How we cite our quotes: (Chapter.Paragraph)
Quote #1
Our chairs, being his patents, embraced and caressed us rather than submitted to be sat upon. (1.1)
We tend to focus on the Time Machine as the really important invention in this novel – and let's face it, without it this novel would just be a bunch of guys sitting around, talking about math. But we should also be on the lookout for other technology. Take these chairs, for instance: here's a perfectly good (and brief ) example of technology making people's lives more luxurious.
Quote #2
"Of course we have no means of staying back for any length of Time, any more than a savage or an animal has of staying six feet above the ground. But a civilized man is better off than the savage in this respect. He can go up against gravitation in a balloon, and why should he not hope that ultimately he may be able to stop or accelerate his drift along the Time-Dimension, or even turn about and travel the other way?" (1.28)
The Time Traveller's early argument is that technology sets civilized people apart because it changes their capabilities – and thus their relationship to the world around them. (If we look at the argument the other way, we might say that the civilized people aren't much different once they are without technology.)
Quote #3
And here I must admit that I learned very little of drains and bells and modes of conveyance, and the like conveniences, during my time in this real future. In some of these visions of Utopias and coming times which I have read, there is a vast amount of detail about building, and social arrangements, and so forth.
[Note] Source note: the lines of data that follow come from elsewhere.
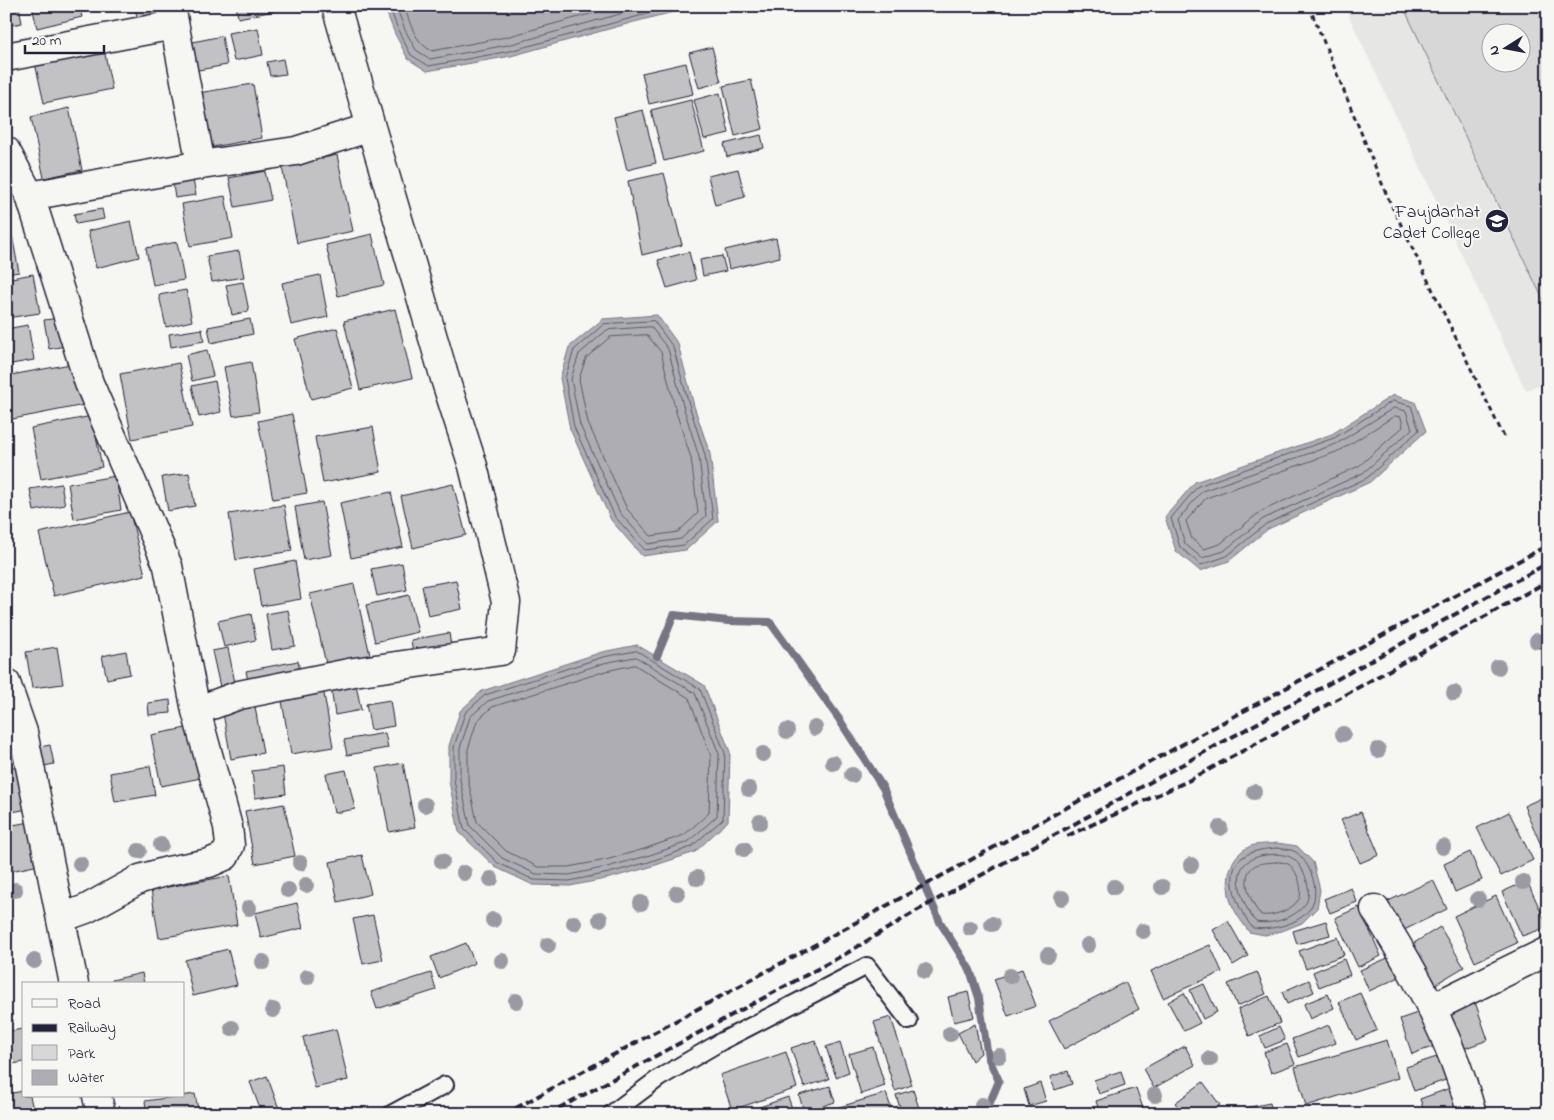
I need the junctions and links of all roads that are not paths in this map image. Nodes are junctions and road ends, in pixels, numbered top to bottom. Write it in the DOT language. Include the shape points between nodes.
graph roads {
  1 [pos="336,6"];
  2 [pos="172,16"];
  3 [pos="6,58"];
  4 [pos="371,127"];
  5 [pos="6,151"];
  6 [pos="201,166"];
  7 [pos="30,196"];
  8 [pos="6,683"];
  9 [pos="196,712"];
  10 [pos="1375,909"];
  11 [pos="61,918"];
  12 [pos="1548,951"];
  13 [pos="74,982"];
  14 [pos="1432,1008"];
  15 [pos="909,1021"];
  16 [pos="445,1085"];
  17 [pos="97,1098"];
  18 [pos="100,1114"];
  19 [pos="391,1114"];
  20 [pos="611,1114"];
  21 [pos="1472,1114"];
  1 -- 4 [label="street"];
  2 -- 3 [label="street"];
  2 -- 6 [label="street"];
  4 -- 6 [label="street" via="296,151"];
  4 -- 9 [label="street" via="485,513 506,602 501,651 354,672 239,695"];
  5 -- 7 [label="street"];
  6 -- 7 [label="street"];
  7 -- 9 [label="street" via="89,383 168,566"];
  8 -- 11 [label="street" via="23,732"];
  9 -- 11 [label="street" via="228,827 230,845 225,856 209,863 140,879 86,909"];
  10 -- 14 [label="street"];
  11 -- 13 [label="street"];
  12 -- 14 [label="street"];
  14 -- 21 [label="street" via="1463,1081"];
  15 -- 20 [label="lane" via="867,966 722,1041 659,1078"];
  16 -- 19 [label="lane"];
  17 -- 18 [label="street"];
}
But while such details are easy enough to obtain when the whole world is contained in one's imagination, they are altogether inaccessible to a real traveller amid such realities as I found here. [...] I was sensible of much which was unseen, and which contributed to my comfort; but save for a general impression of automatic organization, I fear I can convey very little of the difference to your mind. (5.18)
Here the Time Traveller nicely reinforces our point about technology: sometimes the really life-changing stuff goes on out of sight. This is either because it literally is out of sight (think of the sewer system, for instance) or because it's become so familiar to us that we don't see or think about it anymore. There's also a nice jab here at the utopian books being written at this time; see "Allusions" for more on that.